Studying lunar silicic volcanism provides key insights into the Moon’s crustal evolution, magmatic processes, and volcanic history. The Lunar-VISE (Lunar Vulkan Imaging and Spectroscopy Explorer) mission will investigate the Gruithuisen domes, a unique lunar region hypothesized to have formed through silicic volcanism. Using instruments on a Firefly Aerospace lander and a Honeybee Robotics rover, Lunar-VISE will analyze mineralogy, geochemistry, and surface properties to determine the origin and evolution of the domes, with a gamma-ray and neutron spectrometer (LV-GRNS) among its payload instruments.
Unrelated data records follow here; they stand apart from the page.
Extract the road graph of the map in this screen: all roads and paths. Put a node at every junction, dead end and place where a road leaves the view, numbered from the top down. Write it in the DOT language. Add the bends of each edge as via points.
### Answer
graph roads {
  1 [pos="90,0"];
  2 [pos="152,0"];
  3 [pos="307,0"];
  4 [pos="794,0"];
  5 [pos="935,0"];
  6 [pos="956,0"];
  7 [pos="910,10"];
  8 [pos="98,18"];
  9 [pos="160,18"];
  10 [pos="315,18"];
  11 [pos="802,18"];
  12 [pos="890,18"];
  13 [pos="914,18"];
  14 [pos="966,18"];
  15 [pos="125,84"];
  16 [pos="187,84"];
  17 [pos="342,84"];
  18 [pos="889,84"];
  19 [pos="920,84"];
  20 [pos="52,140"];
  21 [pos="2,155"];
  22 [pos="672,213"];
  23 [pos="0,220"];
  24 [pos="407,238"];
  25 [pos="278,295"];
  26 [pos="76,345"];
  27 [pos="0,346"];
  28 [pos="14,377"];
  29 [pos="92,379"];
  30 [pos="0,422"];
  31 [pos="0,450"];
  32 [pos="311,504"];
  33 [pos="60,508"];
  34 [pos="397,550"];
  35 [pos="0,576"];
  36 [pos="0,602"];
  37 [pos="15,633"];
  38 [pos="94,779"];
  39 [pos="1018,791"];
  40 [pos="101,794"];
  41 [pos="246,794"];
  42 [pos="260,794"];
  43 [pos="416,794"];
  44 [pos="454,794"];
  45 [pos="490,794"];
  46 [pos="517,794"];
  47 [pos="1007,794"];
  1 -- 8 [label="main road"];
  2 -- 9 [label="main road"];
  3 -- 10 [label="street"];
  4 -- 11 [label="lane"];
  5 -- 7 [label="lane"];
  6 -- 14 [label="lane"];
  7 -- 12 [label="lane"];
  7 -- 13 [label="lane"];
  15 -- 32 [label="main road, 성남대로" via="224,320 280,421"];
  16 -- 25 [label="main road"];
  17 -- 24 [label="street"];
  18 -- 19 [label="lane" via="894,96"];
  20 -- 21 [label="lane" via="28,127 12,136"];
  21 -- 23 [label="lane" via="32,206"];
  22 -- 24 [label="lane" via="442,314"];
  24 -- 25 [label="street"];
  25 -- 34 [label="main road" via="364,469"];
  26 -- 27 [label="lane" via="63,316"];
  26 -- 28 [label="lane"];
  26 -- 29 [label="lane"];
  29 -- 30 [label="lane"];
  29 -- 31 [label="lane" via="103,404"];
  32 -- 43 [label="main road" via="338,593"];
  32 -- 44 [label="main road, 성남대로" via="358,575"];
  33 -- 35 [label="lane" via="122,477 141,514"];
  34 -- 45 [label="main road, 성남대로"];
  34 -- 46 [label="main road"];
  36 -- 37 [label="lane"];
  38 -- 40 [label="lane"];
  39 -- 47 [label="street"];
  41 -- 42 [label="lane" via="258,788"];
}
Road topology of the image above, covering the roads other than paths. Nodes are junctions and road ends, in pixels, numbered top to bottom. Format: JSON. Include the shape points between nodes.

In preparation for this mission, we conducted preliminary fieldwork using a handheld gamma-ray neutron detector with NaI(Tl) and CsLiYCl:Ce (CLYC) scintillators. This study focuses on various rhyolitic and basaltic volcanic centers in the San Francisco Volcanic Field (SFVF) near Flagstaff, Arizona—specifically Sugarloaf Peak, Bonito Lava Flow, and Robinson Mountain, a region containing several well-characterized lunar analog sites. The SFVF was selected for this study due to its broad compositional diversity spanning basaltic to rhyolitic compositions, its well-preserved volcanic morphologies, and its extensive use in previous NASA field campaigns and astronaut training exercises, making it an ideal terrestrial laboratory for testing planetary exploration techniques. We measured natural radioactivity, specifically from potassium (K), thorium (Th), and uranium (U) and other elements in their decay chains, which serve as diagnostic tracers of magmatic differentiation and crustal evolution processes, to assess geochemical variability across compositionally diverse terrains. The detector’s sensitivity was assessed across varying concentration levels.
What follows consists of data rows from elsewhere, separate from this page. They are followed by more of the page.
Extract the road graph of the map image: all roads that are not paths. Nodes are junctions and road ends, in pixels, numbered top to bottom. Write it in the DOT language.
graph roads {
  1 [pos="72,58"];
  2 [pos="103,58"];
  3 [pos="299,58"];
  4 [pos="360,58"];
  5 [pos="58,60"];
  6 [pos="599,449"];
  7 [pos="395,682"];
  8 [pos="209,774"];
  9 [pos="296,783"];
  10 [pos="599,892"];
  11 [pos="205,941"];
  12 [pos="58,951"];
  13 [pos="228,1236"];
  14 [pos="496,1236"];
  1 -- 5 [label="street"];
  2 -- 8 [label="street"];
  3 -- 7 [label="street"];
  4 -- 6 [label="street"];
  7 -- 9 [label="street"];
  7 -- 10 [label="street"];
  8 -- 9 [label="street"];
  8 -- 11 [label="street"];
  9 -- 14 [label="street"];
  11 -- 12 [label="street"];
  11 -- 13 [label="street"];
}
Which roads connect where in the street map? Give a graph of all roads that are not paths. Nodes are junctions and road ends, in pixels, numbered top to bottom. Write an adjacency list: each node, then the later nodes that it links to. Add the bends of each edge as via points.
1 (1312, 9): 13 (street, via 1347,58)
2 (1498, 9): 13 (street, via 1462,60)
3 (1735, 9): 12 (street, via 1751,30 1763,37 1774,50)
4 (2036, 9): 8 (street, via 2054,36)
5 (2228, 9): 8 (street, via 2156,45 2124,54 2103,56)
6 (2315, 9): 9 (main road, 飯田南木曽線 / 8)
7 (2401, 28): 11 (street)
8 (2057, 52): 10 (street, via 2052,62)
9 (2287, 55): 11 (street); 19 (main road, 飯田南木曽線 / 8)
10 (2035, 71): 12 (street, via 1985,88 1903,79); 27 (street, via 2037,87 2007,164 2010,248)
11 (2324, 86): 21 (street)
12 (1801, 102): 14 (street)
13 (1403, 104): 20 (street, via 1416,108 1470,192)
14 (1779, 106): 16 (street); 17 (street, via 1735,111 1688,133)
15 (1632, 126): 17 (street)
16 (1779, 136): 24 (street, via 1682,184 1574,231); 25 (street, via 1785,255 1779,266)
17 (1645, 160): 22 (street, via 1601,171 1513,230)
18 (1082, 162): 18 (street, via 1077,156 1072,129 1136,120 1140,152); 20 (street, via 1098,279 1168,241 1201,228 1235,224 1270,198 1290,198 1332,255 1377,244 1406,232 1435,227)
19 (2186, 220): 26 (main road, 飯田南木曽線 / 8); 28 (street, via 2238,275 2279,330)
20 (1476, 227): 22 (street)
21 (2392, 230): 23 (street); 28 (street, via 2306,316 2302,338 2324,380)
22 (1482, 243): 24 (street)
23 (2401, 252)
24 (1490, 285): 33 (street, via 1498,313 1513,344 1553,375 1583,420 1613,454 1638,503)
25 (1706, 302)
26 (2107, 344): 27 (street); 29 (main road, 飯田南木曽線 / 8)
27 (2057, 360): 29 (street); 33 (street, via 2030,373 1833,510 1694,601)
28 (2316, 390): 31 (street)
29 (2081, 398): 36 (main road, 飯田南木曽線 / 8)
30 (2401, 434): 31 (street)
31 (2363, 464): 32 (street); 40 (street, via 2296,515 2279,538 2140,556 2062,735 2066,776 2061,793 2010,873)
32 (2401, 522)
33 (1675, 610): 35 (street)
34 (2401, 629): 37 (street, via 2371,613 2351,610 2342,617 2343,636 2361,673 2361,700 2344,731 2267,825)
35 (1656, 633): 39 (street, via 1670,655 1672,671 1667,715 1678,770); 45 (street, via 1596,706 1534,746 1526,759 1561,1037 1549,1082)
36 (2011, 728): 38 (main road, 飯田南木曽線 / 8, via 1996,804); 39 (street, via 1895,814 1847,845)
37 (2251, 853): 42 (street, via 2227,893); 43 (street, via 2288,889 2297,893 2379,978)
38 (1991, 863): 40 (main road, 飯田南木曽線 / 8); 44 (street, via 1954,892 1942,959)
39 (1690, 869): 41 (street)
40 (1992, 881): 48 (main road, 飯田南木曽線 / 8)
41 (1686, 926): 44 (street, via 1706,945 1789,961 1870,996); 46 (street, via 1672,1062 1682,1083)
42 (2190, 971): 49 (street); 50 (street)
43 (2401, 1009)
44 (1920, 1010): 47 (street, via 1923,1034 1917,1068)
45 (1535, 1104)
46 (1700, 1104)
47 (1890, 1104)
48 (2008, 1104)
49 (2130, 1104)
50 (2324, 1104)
Regionally averaged concentrations of radioisotopes were determined by gamma-ray spectroscopy at selected sites. Our measurements reveal significant compositional variations between sites, with Sugarloaf Peak (rhyolitic, silicic dome) exhibiting the highest average radioisotope concentrations (K: 3.29 ± 0.24 wt%, U: 14.35 ± 1.81 ppm, Th: 27.14 ± 2.43 ppm), while Bonito Lava Flow (K: 1.13 ± 0.08 wt%, U: 3.86 ± 0.52 ppm, Th: 7.52 ± 1.02 ppm), and Robinson Mountain (K: 1.46 ± 0.16 wt%, U: 5.59 ± 1.06 ppm, Th: 11.75 ± 1.98 ppm) show lower concentrations aligned with basaltic compositions. Gamma-ray fluxes were elevated by a factor of approximately three to four at Sugarloaf Peak relative to nearby basaltic terrains, consistent with expected geochemical differentiation patterns. Furthermore, at meter scales, proximity to geological features significantly affects measurements. Th concentrations adjacent to a cliff face at Sugarloaf’s base were 28% higher than values measured 3-5 meters away from the same feature, demonstrating localized compositional heterogeneity. Analysis of station-by-station measurements reveals that K, U, and Th concentrations show an elevation trend at Robinson Mountain and generally higher concentrations near Sugarloaf Peak’s summit, suggesting progressive magmatic differentiation and/or the presence of more evolved lithologies at higher elevations.

By mapping these elements on Earth using GRNS, we aim to optimize measurement techniques for Lunar-VISE and similar rover-borne missions by demonstrating the applicability of portable GRNS instruments for planetary surface exploration in an analog environment.